EXERCISE BRIEF
Every line below that has "mouth" in it should be copied.

Records from a collection
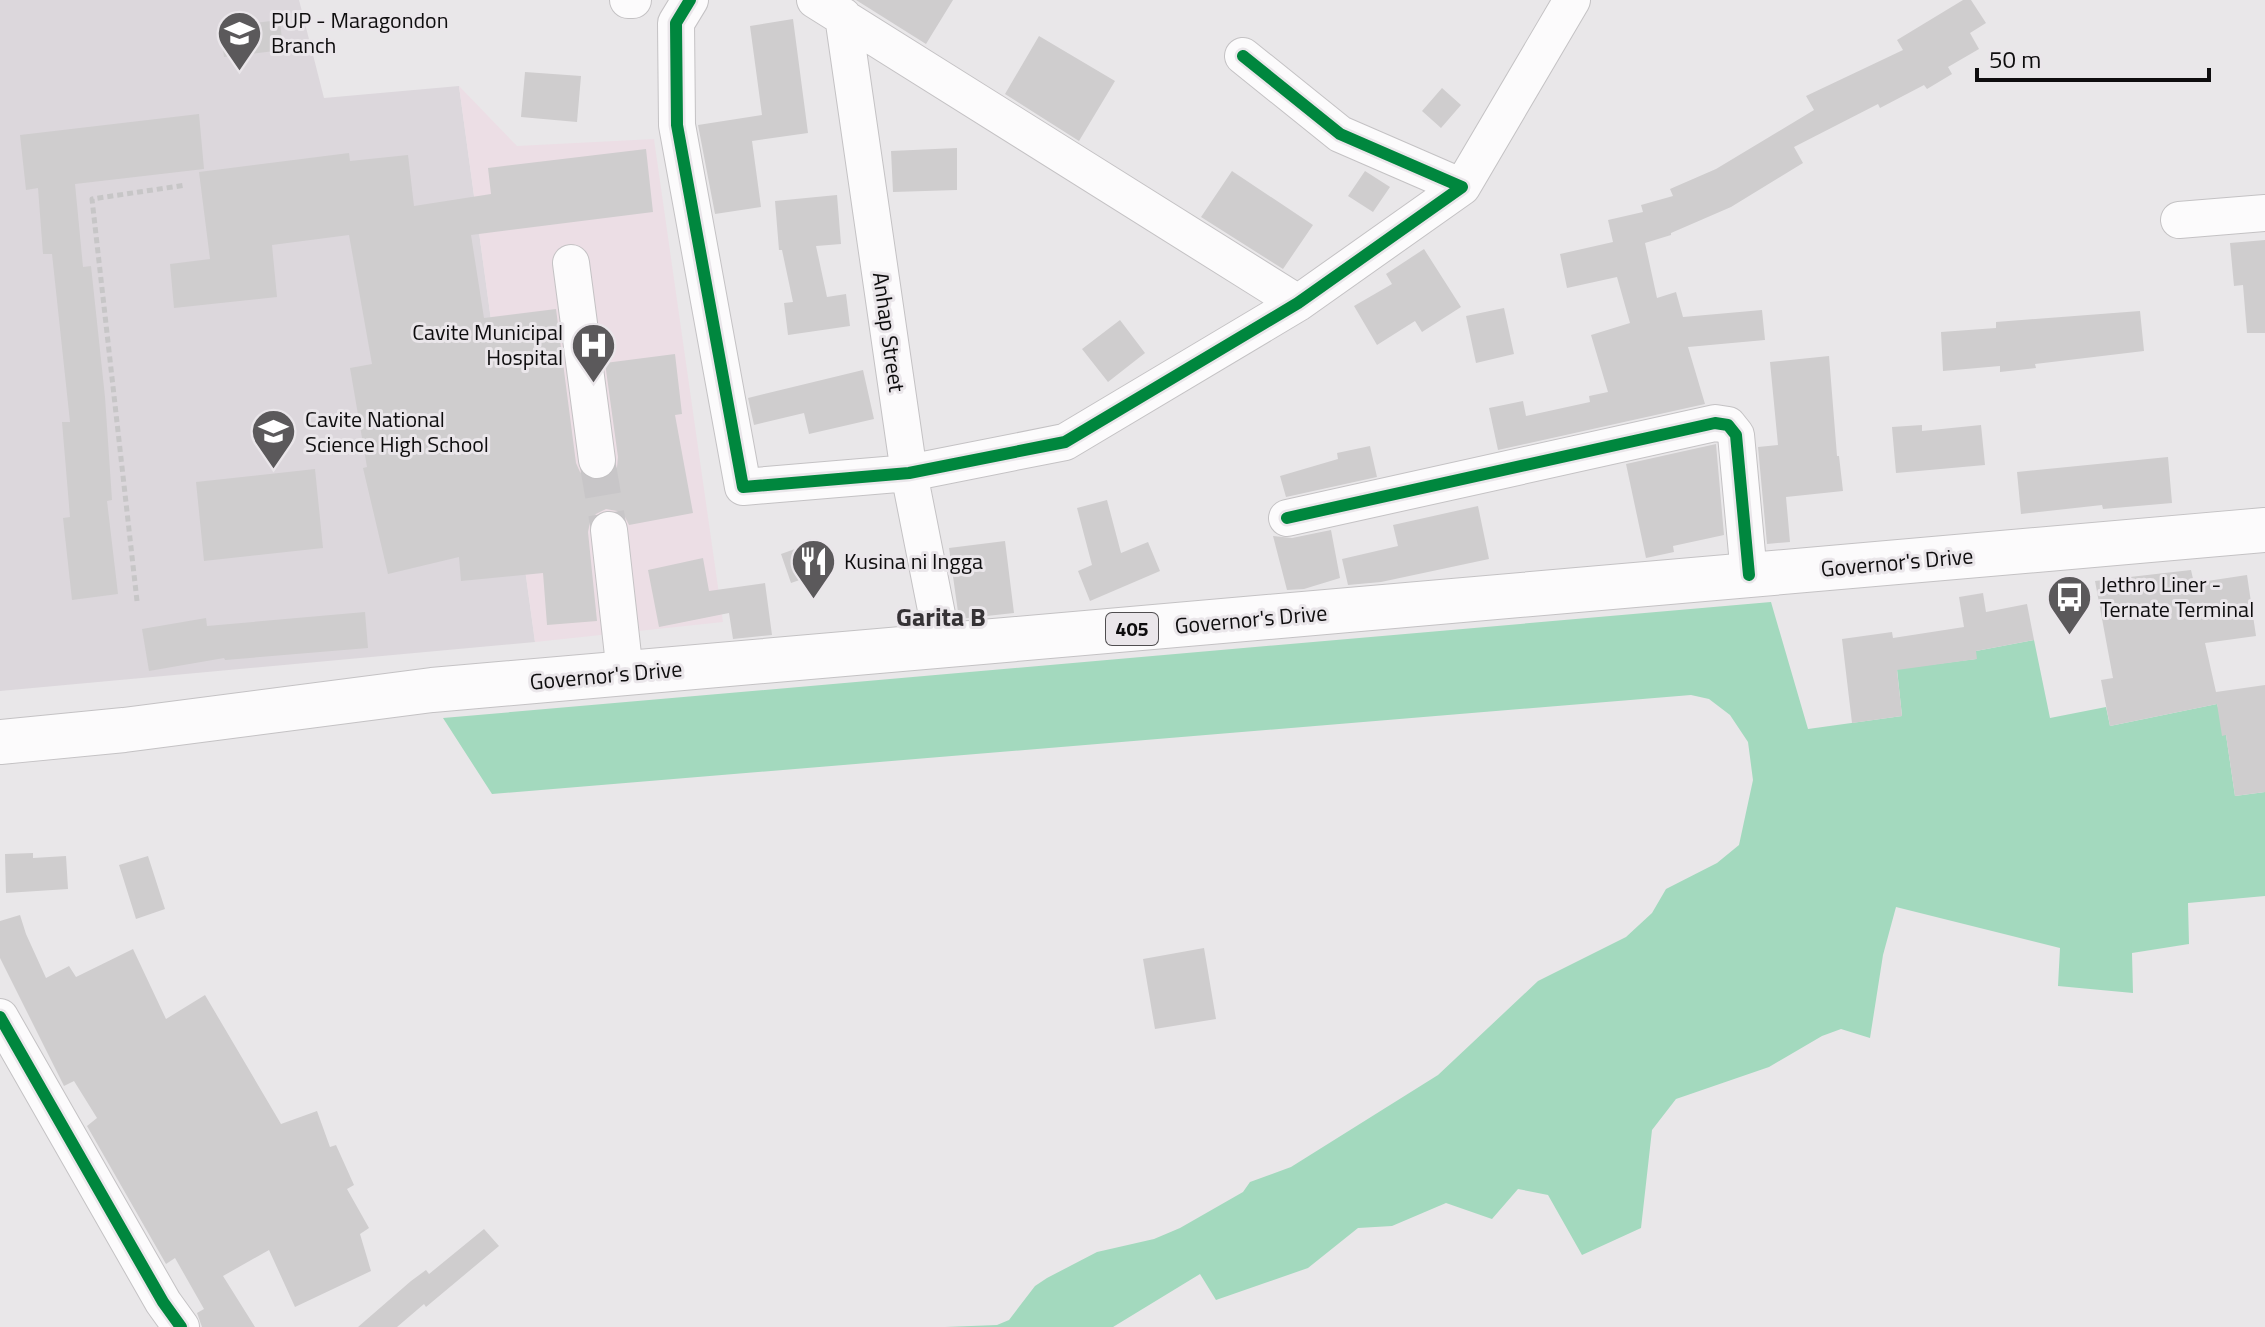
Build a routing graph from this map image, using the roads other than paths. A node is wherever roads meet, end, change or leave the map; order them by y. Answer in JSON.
{"nodes":[{"id":1,"x":690,"y":0,"type":"edge"},
{"id":2,"x":1572,"y":0,"type":"edge"},
{"id":3,"x":829,"y":8,"type":"edge"},
{"id":4,"x":1243,"y":56,"type":"dead end"},
{"id":5,"x":1462,"y":187,"type":"junction"},
{"id":6,"x":2265,"y":213,"type":"edge"},
{"id":7,"x":2179,"y":220,"type":"dead end"},
{"id":8,"x":571,"y":263,"type":"dead end"},
{"id":9,"x":1298,"y":303,"type":"junction"},
{"id":10,"x":597,"y":460,"type":"tunnel mouth"},
{"id":11,"x":909,"y":473,"type":"junction"},
{"id":12,"x":1287,"y":518,"type":"dead end"},
{"id":13,"x":609,"y":530,"type":"tunnel mouth"},
{"id":14,"x":2265,"y":530,"type":"edge"},
{"id":15,"x":1749,"y":575,"type":"junction"},
{"id":16,"x":943,"y":645,"type":"junction"},
{"id":17,"x":625,"y":673,"type":"junction"},
{"id":18,"x":0,"y":742,"type":"edge"},
{"id":19,"x":0,"y":1017,"type":"edge"},
{"id":20,"x":181,"y":1327,"type":"edge"}],
"edges":[{"from":1,"to":11,"type":"street"},
{"from":2,"to":5,"type":"street"},
{"from":3,"to":9,"type":"street"},
{"from":3,"to":11,"type":"street","name":"Anhap Street"},
{"from":4,"to":5,"type":"street"},
{"from":5,"to":9,"type":"street"},
{"from":6,"to":7,"type":"street"},
{"from":8,"to":10,"type":"street"},
{"from":9,"to":11,"type":"street"},
{"from":11,"to":16,"type":"street","name":"Anhap Street"},
{"from":12,"to":15,"type":"street"},
{"from":13,"to":17,"type":"street"},
{"from":14,"to":15,"type":"main road","name":"Governor's Drive","number":"405"},
{"from":15,"to":16,"type":"main road","name":"Governor's Drive","number":"405"},
{"from":16,"to":17,"type":"main road","name":"Governor's Drive","number":"405"},
{"from":17,"to":18,"type":"main road","name":"Governor's Drive","number":"405"},
{"from":19,"to":20,"type":"street"}]}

SOLUTION
{"id":10,"x":597,"y":460,"type":"tunnel mouth"},
{"id":13,"x":609,"y":530,"type":"tunnel mouth"},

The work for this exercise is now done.